Step #4. Aluminium Plates. Grab a pencil, some green painters tape and a couple of Vice grips. This is the part you want to take your time with. Start with the bottom plate. Place tape on the top side of the plate, this is so you can mark the holes that need to be drilled. Yes, drilled folks. Place the plate on the tubular rails and clamp them in place with a Vice Grip on each side. These things are aluminium so just a gentle pinch will do. Get the piece where you want it. Walk around the bike several times if necessary. I had one welded on tab (rear right) that needed to be bent to sit flush with the plate. (See Pic) I just bent that into place with the Vice grips. Using the pencil, mark where the holes should go. You have to get creative here. The front is really no problem, but in the rear the exhaust is in the way. Try snapping the pencil in-two to make it smaller. Try grabbing some lead from the pencil with a pair of needle nose pliers and mark the holes that way. I had a can of orange spray paint laying around and I shoved a red WD40 straw into the valve and used that to mark the holes. Centre-punch, then drill the holes. This part was simple for me because I have a decent drill press. But it is aluminium, so it's quite soft and easy to drill, even with a cheap cordless drill. All but one of the holes I drilled were fine. I had one that was not lined up, so I just made that hole slightly bigger. The hardware that they send you to mount the plate is questionable. The tubular rails have welded nuts, so why do they send you nylon lock nuts for it? All I can think of is that some skid kits have welded nuts, and some don't. Anyway, I tried just bolting the plates using the steel and rubber washers from the kit. It mounted solid but I noticed rattling (metal on metal). The plates were touching the tubular rails in some spots and vibrating. Since it is a Versys... this will be addressed. So I ditched the small rubber washers and used my own, thicker rubber washer in between the rail and the plate. This really finished off the install nicely. But more importantly it does what I want it to do... I rolled my motorcycle lift under the skid plate and with a few pumps with the foot, both wheels were off the ground. It was bit unnerving lifting the Versys, as I am used to lifting my lightweight dirt bike on this lift. It seemed solid, but I will take caution while moving the bike around my garage with the casters.

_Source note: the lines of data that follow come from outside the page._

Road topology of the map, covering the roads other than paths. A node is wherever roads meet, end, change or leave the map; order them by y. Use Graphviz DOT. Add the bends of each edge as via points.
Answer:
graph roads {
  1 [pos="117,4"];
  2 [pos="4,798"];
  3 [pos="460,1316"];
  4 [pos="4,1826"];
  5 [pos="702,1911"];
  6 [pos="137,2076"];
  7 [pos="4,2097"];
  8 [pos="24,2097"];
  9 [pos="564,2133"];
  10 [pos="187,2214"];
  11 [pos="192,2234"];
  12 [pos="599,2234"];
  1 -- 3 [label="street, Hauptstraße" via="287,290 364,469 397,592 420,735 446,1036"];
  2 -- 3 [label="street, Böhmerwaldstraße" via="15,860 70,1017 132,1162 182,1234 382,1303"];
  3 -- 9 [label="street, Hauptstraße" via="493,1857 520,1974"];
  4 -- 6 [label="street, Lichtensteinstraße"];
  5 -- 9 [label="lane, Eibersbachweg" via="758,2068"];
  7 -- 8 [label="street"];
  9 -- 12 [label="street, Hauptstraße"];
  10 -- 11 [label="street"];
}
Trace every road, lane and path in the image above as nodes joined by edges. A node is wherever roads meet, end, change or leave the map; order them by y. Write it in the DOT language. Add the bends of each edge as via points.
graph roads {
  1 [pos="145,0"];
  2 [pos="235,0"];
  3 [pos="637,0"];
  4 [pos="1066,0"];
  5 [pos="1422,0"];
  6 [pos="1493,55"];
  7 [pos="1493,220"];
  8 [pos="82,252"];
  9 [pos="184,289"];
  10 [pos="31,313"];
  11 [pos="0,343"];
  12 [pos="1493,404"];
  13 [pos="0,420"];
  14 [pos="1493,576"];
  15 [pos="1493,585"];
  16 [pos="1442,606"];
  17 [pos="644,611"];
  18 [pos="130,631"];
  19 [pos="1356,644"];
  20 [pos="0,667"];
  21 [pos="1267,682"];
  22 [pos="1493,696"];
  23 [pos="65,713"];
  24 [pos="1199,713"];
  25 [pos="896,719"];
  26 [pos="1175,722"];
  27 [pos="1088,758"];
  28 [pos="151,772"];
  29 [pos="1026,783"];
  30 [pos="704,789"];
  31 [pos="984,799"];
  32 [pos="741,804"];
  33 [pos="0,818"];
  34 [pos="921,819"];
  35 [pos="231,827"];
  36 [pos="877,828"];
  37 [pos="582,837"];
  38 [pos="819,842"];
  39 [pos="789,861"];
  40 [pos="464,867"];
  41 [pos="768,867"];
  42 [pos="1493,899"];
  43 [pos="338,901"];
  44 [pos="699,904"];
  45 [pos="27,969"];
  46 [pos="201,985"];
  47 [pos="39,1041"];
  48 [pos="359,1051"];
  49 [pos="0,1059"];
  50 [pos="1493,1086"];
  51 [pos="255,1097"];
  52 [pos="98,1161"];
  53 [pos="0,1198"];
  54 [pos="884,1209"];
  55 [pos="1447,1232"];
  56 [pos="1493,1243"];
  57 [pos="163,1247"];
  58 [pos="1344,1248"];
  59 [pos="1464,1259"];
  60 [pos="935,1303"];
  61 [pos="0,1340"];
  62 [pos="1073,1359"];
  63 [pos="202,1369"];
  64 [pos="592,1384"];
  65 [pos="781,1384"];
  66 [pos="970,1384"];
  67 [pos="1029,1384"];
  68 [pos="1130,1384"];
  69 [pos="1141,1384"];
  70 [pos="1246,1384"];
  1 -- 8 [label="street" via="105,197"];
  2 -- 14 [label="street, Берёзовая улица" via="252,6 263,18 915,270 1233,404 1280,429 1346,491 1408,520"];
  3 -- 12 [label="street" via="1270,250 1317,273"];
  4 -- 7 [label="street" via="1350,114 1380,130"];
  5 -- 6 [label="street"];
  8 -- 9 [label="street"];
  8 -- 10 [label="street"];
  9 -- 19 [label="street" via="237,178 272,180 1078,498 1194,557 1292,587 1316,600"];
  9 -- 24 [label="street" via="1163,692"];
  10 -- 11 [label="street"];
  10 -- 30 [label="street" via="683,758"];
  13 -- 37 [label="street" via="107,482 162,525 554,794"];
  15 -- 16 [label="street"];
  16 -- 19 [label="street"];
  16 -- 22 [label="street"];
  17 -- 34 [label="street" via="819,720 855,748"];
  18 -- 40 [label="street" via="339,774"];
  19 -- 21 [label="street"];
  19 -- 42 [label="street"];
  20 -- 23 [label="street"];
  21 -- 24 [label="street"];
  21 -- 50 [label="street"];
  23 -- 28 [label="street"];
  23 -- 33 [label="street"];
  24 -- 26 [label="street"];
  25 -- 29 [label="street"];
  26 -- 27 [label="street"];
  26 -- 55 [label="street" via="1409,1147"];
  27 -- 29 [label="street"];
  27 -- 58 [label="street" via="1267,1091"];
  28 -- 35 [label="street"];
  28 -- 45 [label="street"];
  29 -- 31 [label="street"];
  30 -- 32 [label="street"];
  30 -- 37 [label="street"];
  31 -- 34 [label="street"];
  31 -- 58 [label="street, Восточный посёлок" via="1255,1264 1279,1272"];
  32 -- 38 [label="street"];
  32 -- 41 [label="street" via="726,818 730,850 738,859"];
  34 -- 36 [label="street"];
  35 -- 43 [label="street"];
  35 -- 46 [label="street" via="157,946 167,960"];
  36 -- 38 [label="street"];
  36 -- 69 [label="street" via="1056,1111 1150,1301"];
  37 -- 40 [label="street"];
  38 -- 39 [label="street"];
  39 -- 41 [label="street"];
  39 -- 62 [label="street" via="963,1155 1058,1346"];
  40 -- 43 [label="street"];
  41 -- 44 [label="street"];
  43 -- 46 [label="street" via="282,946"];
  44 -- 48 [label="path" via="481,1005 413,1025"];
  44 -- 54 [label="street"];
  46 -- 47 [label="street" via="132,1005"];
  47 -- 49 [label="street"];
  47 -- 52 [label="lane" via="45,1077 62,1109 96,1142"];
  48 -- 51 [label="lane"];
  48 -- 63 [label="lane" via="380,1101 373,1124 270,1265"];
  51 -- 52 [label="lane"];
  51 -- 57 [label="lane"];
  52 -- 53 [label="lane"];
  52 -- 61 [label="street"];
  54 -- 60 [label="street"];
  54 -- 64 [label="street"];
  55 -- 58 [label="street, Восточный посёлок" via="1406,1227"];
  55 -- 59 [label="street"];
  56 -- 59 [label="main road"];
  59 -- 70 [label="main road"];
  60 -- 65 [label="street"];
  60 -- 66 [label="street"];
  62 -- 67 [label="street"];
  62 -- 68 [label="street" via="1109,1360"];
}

Overall I am happy. If I didn't want something tubular and flat on the bottom, I would go with the SW. You most likely would not have fastener issues or vibration with the SW. The price of the HT is a bit cheaper. This skid was $219 to my door. Probably $300 for SW. It was nice to dig the bike out of storage and turn a few wrenches. If it wasn't for the 3 feet of snow outside I would be out on it now, instead of typing this. I hope this gives you an idea of what is involved with this installation. I think this skid plate has gotten some bad publicity in the past. I hope this has cleared up some questions, or helped somebody make a decision.